Passou a ser moda na política, prometer tudo o que possa encantar o eleitorado. Não importa se é verdade, ou mentira, realizável, ou não. Muito menos, a moralidade das medidas tomadas ou se as mesmas são a bem das pessoas.

O deslumbre pelo poder tem levado alguns a optar pela estratégia do “chico espertismo”, que mais não é do que trafulhice porque o que interessa é estar sempre na mó de cima. Quem não se subjuga a esta estratégia, é “tonto” porque não entra em jogadas sujas, ou como querem fazer parecer “não sabem levar a água ao seu moinho”. Creio que está na hora de dar nomes aos bois.

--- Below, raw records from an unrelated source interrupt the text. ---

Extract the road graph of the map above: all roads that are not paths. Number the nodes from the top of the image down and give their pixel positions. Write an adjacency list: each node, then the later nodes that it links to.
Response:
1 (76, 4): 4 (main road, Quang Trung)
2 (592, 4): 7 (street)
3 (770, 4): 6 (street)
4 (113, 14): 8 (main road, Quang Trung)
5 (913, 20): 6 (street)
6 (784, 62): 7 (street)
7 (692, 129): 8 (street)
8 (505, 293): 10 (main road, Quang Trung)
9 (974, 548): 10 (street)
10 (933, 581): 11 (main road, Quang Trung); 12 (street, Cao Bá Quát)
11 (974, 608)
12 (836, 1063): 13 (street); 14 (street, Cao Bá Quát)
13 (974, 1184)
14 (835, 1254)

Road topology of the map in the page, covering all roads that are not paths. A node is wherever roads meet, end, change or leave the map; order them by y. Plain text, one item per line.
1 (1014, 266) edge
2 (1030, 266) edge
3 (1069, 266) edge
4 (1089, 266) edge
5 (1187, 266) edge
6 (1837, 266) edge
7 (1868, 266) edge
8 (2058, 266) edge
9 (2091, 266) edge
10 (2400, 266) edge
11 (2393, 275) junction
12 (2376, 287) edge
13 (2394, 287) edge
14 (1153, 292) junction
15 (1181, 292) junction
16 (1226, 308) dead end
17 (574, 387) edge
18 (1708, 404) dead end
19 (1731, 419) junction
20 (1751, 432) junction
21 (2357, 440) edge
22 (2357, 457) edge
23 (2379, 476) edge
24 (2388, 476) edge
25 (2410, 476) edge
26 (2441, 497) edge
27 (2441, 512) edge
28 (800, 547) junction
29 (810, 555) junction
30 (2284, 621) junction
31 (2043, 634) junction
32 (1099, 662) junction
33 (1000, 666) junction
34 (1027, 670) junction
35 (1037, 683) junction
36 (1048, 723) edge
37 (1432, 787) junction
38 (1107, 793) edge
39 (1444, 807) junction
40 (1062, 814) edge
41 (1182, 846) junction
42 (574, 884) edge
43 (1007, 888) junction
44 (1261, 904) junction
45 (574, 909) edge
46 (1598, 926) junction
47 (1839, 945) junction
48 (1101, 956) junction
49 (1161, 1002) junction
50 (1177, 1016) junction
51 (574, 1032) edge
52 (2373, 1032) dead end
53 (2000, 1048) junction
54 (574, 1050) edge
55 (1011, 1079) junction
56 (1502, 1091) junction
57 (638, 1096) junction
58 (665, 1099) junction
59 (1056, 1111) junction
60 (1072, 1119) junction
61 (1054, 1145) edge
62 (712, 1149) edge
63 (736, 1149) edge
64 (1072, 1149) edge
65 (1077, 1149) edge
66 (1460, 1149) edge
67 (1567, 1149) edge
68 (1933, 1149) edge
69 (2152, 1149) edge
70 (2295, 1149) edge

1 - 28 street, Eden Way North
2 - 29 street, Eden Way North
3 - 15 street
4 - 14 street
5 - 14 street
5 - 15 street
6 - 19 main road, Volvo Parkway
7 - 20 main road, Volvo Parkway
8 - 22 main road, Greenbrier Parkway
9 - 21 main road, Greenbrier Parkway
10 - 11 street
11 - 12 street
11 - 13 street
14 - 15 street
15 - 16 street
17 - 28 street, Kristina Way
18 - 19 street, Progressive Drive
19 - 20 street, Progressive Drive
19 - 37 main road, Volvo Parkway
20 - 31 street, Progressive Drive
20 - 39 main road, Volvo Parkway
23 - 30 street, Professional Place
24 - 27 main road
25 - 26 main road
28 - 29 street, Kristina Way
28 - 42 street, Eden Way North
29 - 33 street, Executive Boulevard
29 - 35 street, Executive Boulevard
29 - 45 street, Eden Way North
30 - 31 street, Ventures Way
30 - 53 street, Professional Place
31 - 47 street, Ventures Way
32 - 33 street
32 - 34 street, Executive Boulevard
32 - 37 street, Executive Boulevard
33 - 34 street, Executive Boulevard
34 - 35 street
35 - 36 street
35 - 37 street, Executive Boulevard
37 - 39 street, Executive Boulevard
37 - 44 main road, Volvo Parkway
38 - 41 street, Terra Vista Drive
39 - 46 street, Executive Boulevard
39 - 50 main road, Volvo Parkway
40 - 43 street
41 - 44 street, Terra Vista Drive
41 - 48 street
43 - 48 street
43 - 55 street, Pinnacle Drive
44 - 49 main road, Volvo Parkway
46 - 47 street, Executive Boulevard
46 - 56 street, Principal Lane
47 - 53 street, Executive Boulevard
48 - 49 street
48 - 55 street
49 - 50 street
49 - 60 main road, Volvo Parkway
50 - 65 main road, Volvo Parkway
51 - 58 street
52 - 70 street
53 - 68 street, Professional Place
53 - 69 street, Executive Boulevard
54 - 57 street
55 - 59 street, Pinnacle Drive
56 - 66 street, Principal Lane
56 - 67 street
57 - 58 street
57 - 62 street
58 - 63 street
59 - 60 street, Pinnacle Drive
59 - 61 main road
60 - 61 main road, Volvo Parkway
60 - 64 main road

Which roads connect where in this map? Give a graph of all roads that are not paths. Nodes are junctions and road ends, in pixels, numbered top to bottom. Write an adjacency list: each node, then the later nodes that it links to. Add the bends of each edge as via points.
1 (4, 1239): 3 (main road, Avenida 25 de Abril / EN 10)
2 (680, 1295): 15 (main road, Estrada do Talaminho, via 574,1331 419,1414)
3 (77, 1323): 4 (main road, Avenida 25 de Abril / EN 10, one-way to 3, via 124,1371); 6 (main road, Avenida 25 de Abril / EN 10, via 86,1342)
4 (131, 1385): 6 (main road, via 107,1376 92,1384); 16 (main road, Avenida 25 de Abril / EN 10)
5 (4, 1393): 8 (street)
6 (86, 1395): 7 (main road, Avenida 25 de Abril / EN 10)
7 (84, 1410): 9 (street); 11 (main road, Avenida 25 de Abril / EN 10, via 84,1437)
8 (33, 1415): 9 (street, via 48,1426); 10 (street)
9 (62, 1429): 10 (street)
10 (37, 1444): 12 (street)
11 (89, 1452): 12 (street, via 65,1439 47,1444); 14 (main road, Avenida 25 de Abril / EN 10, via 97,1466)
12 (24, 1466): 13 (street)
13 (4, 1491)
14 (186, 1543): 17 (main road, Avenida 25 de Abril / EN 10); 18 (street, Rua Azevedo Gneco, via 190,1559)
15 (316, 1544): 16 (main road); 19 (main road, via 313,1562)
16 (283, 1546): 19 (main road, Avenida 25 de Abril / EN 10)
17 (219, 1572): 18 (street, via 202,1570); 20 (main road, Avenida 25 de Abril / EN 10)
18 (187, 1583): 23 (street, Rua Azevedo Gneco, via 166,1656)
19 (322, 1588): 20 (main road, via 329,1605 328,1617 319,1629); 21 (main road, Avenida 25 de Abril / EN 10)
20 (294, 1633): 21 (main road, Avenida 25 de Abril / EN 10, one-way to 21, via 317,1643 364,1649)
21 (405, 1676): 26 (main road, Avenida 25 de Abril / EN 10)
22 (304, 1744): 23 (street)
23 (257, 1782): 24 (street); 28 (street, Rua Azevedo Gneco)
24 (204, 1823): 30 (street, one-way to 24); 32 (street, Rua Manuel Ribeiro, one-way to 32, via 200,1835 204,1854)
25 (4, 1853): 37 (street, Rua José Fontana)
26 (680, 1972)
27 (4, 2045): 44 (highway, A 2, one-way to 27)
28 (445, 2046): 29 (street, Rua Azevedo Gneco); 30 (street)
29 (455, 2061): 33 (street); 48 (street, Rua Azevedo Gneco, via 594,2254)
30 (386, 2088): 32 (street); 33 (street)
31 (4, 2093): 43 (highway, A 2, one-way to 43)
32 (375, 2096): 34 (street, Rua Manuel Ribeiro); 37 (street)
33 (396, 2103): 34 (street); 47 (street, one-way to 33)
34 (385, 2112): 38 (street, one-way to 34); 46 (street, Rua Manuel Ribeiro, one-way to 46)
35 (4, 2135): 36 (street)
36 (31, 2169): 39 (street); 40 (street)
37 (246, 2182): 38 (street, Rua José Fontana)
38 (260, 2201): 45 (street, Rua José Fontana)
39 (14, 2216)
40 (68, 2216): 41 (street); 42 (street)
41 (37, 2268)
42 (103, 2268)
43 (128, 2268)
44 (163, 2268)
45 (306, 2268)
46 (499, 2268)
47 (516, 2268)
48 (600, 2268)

Se você é enganado numa compra, num contrato, no seu trabalho, no seu ordenado, na amizade ou na família, quem lhe enganou é esperto? Não há consequências?

O processamento dos nossos salários é um bom exemplo. Quando mudaram os contratos de trabalho, alterando as regras de pagamento dos ordenados dos trabalhadores da administração pública, acabando com subsídio de férias e Natal, subsídio de insularidade e congelando as carreiras da função pública, não lhe enganaram?

A situação do país exigia a tomada de medidas excepcionais e temporárias, atendendo ao descalabro que as contas de Estado tinham chegado.

Este mês de janeiro, muitos de nós olhamos para o recibo do ordenado à procura de mudanças. Havia a expectativa de alterações e ficamos a olhar para o que efetivamente tinha mudado. Afinal, o pagamento dos subsídios de Natal e de férias deixou de ser feito parcialmente em duodécimos e voltou a ser feito de uma só vez. O salário mínimo aumentou e prometeram-nos o descongelamento das carreiras dos trabalhadores da função pública.

É revoltante a forma como muitos políticos tratam a população que os elege. Pensam que não sabemos que tínhamos um contrato de trabalho que estabelecia os nossos direitos em termos de ordenado. As reposições não são mais do que repôr aquilo a que temos direito. Perdemos poder de compra durante este tempo. Não temos aumentos salariais há algum tempo e não deixou de haver inflação. Há gente a receber menos do que em 2002. Caso para perguntar que têm feito os Sindicatos dos Trabalhadores da Função Pública?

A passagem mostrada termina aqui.